Being too passive and waiting for a solution to appear often enables a problem to escalate and get out of control. An aggressive mind-set should be the default setting of any leader. Default: Aggressive. This means that the best leaders, the best teams, don’t wait to act. Instead, understanding the strategic vision (or commander’s intent), they aggressively execute to overcome obstacles, capitalize on immediate opportunities, accomplish the mission, and win. Leaders proactively seek out ways to further the strategic mission.
A careful moment of consideration might reveal the enemy’s true intentions. To disregard prudent counsel when someone with experience urges caution, to dismiss significant threats, or to fail to plan for likely contingencies is foolhardy. It is bad leadership. “Leading” does not mean to push your agenda or proving that you have all the answers. It is about collaborating with the rest of the team and determining how to most effectively accomplish a mission or goal.
The dichotomy of planning and over planning. Don’t try to plan for every contingency. Doing so will only overburden you and weigh you down so that you cannot quickly manoeuvre. Contingency planning is extremely important but time can be wasted on extreme detailed planning, and these plans can then cause confusion when things didn’t unfold exactly as they had expected. Flexibility trumps minute details when it comes to planning. The most effective teams build flexible plans.
However, thorough planning is critical. Not preparing for likely contingencies is to set the team up for failure. Finding the balance between planning and overplanning is critical. Lean toward planning so that you are fully prepared to react properly should some of these possible contingencies occur. Lead up the chain of command and put together a comprehensive plan that included a clear assessment of the risks and the contingency plans to help mitigate them.

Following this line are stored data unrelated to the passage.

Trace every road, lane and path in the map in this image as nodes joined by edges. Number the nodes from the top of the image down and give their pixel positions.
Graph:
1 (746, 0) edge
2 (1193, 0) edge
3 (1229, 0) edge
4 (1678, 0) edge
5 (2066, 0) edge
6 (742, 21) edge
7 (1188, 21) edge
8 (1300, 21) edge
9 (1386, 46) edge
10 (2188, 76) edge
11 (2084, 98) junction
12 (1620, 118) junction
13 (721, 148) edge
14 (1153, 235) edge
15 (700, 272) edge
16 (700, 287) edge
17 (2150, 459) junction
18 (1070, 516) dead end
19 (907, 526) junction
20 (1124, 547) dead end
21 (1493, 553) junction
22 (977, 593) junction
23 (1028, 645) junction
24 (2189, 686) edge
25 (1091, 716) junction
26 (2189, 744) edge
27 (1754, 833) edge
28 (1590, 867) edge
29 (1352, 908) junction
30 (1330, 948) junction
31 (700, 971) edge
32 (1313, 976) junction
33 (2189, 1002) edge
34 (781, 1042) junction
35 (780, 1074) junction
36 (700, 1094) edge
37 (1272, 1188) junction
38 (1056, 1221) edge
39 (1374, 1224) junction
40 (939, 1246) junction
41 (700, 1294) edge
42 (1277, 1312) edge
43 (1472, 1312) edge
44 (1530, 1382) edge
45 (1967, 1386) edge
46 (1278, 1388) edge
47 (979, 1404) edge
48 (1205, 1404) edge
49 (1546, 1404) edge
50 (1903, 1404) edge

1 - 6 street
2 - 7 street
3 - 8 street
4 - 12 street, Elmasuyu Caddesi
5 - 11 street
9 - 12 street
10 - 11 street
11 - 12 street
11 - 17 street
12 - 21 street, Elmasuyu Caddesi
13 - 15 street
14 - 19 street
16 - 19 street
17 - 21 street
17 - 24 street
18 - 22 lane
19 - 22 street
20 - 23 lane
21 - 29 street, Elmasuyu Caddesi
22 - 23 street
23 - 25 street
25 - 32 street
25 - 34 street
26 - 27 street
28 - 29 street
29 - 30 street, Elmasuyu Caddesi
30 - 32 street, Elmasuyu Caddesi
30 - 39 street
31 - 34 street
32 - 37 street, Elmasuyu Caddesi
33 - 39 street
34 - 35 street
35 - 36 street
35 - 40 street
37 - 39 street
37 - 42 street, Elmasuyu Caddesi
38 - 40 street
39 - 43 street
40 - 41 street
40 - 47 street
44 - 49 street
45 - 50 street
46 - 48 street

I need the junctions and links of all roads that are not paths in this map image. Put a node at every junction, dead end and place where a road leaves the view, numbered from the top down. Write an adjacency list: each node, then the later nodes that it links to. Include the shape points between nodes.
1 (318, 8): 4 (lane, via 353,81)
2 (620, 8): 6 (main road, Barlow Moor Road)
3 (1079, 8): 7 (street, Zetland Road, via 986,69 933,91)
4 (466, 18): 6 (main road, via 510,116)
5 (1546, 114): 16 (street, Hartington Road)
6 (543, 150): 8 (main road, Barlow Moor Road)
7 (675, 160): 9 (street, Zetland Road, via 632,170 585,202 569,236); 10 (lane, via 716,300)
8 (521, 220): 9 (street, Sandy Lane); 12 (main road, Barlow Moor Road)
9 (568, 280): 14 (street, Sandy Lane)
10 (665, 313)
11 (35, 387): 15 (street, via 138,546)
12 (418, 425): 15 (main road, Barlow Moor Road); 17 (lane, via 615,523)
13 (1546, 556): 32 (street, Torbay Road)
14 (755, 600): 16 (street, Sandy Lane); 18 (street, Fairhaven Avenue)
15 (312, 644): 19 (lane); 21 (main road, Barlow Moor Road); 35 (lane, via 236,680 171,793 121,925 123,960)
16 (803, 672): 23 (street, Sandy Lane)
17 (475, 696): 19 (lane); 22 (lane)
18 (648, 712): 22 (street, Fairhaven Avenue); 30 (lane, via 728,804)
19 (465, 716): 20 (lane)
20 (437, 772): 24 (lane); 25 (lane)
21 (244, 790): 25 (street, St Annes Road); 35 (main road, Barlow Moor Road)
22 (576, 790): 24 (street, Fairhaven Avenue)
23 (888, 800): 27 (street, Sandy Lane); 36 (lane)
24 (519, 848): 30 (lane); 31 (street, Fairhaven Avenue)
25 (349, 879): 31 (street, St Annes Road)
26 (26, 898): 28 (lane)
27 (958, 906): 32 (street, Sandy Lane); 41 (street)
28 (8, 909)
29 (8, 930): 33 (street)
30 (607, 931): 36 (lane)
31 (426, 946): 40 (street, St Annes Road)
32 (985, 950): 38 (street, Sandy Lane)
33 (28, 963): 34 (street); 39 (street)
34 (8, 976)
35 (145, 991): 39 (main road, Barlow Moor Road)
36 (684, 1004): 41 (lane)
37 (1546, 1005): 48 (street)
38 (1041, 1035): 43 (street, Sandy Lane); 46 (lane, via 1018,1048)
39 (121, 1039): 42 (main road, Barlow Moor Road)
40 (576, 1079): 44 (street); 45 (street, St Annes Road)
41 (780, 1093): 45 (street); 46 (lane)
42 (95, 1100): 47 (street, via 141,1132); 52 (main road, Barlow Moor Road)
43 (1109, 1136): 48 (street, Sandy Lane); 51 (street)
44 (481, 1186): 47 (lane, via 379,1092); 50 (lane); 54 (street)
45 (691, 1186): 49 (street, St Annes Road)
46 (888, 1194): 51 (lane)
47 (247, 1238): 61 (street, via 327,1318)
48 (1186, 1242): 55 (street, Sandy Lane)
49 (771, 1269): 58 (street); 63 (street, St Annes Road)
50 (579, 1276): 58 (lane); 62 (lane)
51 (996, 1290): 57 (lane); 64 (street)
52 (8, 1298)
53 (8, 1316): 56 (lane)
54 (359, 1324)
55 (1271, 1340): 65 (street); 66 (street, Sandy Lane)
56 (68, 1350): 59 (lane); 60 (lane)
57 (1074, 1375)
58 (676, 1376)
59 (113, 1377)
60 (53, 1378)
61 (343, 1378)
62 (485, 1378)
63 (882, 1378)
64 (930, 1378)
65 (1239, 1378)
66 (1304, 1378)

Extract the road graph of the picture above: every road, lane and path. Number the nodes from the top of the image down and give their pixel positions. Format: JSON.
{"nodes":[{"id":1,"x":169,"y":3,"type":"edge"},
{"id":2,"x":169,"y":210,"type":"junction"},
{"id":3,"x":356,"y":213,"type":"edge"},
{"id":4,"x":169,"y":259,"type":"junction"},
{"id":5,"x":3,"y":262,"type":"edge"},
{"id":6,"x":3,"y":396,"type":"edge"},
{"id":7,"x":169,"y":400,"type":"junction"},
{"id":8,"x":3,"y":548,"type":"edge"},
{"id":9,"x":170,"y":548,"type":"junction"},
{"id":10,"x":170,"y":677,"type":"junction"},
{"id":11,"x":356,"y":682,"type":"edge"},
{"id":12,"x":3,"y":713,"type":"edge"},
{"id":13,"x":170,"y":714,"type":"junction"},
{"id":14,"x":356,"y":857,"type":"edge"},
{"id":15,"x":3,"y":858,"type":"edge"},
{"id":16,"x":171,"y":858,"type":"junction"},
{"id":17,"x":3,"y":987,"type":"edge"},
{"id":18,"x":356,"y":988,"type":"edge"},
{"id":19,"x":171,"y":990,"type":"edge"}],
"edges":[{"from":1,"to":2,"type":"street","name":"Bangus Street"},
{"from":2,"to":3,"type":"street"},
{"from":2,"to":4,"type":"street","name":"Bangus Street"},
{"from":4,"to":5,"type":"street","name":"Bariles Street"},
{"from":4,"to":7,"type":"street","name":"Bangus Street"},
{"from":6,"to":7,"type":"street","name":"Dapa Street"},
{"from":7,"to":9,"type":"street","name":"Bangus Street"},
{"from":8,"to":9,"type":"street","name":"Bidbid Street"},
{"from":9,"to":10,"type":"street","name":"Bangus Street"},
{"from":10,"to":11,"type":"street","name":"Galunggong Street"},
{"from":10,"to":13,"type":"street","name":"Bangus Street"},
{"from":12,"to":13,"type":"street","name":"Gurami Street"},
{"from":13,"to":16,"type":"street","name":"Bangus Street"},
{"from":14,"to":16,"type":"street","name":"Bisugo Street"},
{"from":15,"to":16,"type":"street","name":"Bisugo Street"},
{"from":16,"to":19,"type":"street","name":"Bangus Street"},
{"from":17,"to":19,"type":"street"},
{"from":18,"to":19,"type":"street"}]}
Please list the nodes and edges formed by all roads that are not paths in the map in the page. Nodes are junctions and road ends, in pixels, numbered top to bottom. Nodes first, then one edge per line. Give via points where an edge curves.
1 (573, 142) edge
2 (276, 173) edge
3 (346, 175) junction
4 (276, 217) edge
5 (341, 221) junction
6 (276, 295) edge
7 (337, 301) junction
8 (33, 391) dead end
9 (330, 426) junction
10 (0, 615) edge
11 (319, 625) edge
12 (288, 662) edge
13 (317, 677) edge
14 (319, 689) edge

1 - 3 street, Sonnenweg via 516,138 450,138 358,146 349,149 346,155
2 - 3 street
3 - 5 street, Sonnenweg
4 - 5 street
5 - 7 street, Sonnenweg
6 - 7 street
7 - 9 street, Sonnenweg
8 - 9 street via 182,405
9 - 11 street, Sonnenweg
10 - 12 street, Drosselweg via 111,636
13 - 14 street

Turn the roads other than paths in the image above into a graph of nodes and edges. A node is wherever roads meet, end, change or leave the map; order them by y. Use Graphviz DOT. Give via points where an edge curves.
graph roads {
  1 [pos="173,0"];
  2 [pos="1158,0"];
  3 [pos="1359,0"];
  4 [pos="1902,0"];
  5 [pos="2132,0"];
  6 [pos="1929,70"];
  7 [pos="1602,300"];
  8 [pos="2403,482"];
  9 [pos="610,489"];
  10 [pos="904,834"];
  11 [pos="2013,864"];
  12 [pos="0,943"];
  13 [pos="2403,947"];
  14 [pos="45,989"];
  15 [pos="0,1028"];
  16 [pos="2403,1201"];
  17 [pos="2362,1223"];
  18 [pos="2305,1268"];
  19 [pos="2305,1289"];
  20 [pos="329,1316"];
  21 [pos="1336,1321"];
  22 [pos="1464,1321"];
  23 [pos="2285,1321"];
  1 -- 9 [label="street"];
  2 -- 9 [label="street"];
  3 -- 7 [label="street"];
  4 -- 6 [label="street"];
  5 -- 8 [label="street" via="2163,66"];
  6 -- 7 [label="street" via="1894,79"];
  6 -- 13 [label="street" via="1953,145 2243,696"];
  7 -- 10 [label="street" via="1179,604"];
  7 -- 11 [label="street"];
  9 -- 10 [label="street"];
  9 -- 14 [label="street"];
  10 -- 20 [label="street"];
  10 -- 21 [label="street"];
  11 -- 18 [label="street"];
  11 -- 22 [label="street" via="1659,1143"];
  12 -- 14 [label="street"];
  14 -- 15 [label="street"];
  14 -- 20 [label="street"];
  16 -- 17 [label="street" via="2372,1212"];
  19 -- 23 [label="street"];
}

Humility is required not thinking you are above others, be sure to know when to push back to orders from above although these are rare exceptions. Humility is essential to building strong relationships with others, both up and down the chain of command, as well as with supporting teams outside the immediate chain of command.
The dichotomy with humility is taking it to the extreme and being too humble, this can be disastrous for the team. A leader cannot be passive. When it truly matters, leaders must be willing to push back, voice their concerns, stand up for the good of their team, and provide feedback up the chain against a direction or strategy they know will endanger the team or harm the strategic mission.
Leaders must be humble enough to listen to new ideas, willing to learn strategic insights, and open to implementing new and better tactics and strategies. But a leader must also be ready to stand firm when there are clearly unintended consequences that negatively impact the mission and risk harm to the team. Naturally, leaders must be attentive to details. However, leaders cannot be so immersed in the details that they lose track of the larger strategic situation and are unable to provide command and control for the entire team.
When the team is on the verge of disaster, it’s time for the senior leader to put detachment aside and step into the fray, to solve problems and help the team. It’s time to lead. Once those problems are getting solved, the leader can then step back to a position of detachment. All the dichotomies require deliberate thought about how to balance the two opposing forces.